The Enchanted Press Part 15

Memories—painful memories of my mother’s brutal death worked their way through my mind. I tried to shut out the images of that horrible night from long ago. For the second time in a month, my mind conjured up her beautiful face marred with regret and agony.
A rose petal softness replaced the haughty look on Sen’s face. “I’m so sorry about your mother,” she whispered.
Her voice pulled me from morbidity. “You know of my mother’s death?”

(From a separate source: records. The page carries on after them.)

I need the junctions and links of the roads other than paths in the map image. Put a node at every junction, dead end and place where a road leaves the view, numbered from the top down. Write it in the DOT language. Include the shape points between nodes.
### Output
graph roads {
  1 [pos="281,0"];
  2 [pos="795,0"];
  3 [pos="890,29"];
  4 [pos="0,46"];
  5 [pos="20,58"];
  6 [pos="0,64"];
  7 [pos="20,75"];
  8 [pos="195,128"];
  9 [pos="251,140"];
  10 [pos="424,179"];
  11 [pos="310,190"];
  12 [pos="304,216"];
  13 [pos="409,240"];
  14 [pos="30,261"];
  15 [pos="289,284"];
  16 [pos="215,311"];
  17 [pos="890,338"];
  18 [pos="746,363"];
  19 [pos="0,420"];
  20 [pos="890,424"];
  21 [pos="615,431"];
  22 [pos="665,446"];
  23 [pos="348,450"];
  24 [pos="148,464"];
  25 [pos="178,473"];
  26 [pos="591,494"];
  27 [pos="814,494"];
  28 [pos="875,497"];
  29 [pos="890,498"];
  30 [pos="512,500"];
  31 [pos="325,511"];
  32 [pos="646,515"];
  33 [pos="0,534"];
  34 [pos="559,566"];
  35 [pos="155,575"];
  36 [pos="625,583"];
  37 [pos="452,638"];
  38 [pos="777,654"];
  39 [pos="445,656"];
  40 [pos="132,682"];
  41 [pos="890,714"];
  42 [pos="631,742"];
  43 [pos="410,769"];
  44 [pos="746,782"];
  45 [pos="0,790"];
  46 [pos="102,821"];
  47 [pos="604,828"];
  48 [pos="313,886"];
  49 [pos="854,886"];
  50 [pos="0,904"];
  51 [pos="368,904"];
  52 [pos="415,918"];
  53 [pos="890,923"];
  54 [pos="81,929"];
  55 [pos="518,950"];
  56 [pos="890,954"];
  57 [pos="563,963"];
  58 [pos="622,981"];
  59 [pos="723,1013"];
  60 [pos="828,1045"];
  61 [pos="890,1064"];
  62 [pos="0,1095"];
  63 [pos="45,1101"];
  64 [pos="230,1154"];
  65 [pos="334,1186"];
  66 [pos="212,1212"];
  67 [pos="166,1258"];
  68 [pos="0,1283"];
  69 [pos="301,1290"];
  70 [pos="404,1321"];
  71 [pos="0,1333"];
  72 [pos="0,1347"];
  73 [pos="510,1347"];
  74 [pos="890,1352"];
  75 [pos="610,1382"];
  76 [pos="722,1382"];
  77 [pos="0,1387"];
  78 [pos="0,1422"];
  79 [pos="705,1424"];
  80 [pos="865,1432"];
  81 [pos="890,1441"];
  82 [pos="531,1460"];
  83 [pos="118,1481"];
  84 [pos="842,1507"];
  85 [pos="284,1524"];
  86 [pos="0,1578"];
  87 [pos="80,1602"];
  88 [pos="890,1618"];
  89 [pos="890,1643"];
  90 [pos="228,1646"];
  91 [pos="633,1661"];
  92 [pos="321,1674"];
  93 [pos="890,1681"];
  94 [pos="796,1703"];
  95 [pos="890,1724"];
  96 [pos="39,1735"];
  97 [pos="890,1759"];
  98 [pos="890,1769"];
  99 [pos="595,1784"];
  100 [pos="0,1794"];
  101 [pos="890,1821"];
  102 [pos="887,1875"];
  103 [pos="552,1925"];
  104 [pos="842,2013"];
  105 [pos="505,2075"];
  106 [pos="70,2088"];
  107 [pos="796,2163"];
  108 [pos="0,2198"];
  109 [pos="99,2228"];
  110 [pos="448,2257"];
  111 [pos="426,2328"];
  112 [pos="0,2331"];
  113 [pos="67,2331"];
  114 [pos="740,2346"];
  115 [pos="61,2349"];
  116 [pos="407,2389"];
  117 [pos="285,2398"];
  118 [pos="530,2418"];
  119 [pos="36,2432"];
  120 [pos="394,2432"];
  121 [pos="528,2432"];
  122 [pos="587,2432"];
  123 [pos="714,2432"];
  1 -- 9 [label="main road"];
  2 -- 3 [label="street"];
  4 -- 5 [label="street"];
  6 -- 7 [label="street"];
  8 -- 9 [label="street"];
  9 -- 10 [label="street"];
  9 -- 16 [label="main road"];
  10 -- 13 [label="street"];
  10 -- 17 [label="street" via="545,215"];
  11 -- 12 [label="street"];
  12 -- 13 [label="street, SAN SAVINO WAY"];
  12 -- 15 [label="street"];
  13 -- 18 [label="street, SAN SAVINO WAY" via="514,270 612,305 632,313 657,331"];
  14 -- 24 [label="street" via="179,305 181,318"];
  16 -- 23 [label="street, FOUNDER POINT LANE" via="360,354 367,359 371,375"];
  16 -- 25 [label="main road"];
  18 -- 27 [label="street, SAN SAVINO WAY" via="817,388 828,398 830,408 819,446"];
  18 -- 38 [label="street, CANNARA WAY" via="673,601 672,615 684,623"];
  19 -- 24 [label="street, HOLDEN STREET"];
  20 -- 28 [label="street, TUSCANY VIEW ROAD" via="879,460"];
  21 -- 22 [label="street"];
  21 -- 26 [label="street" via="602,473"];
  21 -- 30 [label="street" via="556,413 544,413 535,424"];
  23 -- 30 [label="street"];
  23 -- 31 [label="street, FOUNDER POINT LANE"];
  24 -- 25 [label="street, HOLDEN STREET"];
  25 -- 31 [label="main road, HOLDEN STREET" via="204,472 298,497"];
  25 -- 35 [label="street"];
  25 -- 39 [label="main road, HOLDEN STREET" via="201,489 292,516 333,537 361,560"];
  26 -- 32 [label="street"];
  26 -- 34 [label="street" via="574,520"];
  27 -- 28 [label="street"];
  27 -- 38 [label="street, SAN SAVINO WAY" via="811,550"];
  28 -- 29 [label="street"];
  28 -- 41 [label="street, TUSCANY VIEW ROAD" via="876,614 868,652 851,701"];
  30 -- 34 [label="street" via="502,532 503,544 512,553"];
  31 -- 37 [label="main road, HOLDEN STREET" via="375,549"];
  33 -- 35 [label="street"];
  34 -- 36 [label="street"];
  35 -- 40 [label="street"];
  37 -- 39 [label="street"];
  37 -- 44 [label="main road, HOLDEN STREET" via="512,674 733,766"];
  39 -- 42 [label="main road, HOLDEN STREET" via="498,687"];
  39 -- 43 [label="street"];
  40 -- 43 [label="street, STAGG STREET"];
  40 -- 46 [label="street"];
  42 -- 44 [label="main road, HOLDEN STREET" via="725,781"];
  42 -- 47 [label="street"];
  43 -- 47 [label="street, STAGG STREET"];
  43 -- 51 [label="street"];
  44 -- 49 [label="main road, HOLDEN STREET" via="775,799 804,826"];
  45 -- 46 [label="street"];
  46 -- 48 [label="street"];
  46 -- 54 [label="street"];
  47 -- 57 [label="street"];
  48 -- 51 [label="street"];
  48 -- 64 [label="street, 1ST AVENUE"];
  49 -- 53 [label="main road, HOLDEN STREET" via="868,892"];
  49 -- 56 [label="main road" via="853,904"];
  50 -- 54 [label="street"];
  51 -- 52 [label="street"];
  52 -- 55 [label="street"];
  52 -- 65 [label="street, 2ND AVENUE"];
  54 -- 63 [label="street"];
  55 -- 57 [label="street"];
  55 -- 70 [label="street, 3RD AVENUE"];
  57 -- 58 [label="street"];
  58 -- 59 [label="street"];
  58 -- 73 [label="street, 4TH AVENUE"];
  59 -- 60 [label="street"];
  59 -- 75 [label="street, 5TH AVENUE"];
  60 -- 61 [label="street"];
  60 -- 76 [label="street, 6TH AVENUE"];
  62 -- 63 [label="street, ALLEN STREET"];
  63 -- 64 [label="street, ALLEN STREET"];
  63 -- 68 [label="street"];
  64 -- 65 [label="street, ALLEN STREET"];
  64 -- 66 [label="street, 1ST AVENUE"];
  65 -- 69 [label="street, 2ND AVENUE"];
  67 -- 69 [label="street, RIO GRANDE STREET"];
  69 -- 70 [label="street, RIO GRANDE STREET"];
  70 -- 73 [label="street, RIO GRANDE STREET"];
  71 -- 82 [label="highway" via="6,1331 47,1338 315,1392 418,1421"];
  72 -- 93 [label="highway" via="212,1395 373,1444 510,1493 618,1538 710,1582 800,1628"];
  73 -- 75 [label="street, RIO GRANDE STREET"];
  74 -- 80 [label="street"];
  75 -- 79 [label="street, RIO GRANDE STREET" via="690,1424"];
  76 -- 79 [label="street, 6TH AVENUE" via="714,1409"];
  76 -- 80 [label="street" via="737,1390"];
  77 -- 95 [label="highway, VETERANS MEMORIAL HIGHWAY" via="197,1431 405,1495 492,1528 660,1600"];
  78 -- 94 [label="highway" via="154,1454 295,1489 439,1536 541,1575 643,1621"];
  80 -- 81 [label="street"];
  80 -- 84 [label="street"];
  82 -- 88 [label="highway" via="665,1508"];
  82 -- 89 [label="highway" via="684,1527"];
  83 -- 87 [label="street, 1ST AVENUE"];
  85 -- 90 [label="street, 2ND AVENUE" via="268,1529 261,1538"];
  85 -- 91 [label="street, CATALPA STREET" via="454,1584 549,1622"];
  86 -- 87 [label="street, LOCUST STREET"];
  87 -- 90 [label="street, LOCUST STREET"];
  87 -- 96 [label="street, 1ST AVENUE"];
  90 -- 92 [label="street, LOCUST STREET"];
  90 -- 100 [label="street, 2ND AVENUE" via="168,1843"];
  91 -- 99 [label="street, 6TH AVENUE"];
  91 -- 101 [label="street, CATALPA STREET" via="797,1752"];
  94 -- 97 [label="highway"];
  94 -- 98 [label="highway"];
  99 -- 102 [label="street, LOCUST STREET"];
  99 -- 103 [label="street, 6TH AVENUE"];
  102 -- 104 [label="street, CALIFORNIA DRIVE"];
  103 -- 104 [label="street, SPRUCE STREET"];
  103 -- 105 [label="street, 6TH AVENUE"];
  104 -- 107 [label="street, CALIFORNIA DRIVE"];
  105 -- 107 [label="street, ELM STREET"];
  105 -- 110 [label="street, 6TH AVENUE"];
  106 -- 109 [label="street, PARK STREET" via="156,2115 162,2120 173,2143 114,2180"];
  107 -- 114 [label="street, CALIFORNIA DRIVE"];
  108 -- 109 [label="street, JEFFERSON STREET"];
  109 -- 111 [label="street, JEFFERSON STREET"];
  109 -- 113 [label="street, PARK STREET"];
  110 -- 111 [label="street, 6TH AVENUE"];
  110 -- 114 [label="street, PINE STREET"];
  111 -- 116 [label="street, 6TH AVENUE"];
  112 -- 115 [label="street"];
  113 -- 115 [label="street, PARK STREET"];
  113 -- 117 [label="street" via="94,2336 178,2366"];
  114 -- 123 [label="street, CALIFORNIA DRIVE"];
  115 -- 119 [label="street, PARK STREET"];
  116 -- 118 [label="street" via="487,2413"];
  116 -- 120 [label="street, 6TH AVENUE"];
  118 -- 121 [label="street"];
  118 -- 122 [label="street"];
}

Sen nodded. “All the fairy godmothers do. Your disappearance and her murder are stains on our order.”
A swell of anger needled up through my belly and into my heart. I clutched at my chest, trying to rub away a phantom pain that had never fully healed. “All this time, I thought I’d gotten lost in the ether. I thought I’d been careless, that her death was my fault, but it was a fairy godmother who opened a portal.”
Sen winced at the malcontent in my voice and recoiled, her wings and face as taut as piano wire. A desperate plea for understanding colored her voice, “The fairies punished and excommunicated the one responsible for the accident. The elders banished her to another realm.”
“Is that supposed to make me feel better?” I spat through my teeth.
Sen straightened her wings and drew herself up tall, defiant in her search for vindication. “I’m sorry for what happened to your mother. The fairies enacted justice. Yours wasn’t the only family destroyed that day.” With that, she flew into a hut and remained there until sunset.
Peter watched her disappear into the hut, then spoke. “It was her mother.”
“I beg your pardon?”
“The fairy who opened the portal when you disappeared. It was Sen’s mother.”
I stared at the boy, grappling with two voices in my head: one in earnest to know more, the other beseeching me to turn away and ignore the lad’s account. My inner turmoil left me rooted to the spot, much like a tree battling to stay erect during a hurricane. And like the tree, the branches of my mind, splayed and helpless, succumbed to the gale.
Peter pivoted, and began walking toward the shoreline. The waves, bathed in golden light, glittered like fractured glass, the sleek heads of children bobbing back and forth amongst them. “She was granting a wish,” he said over his shoulder, the inertia in his feet matching the enthusiasm of the silhouettes as they capered through the swells. Without preamble, the youngster crowed, kicked up his heels and launched headfirst into the water.
As unobtrusive as a ghost crab, Duncan stayed by my side throughout the day, his voice carved little holes in my melancholy, keeping me from the grips of utter despair. While I ruminated my mother’s fate, he spoke quietly of the next steps we’d need to take.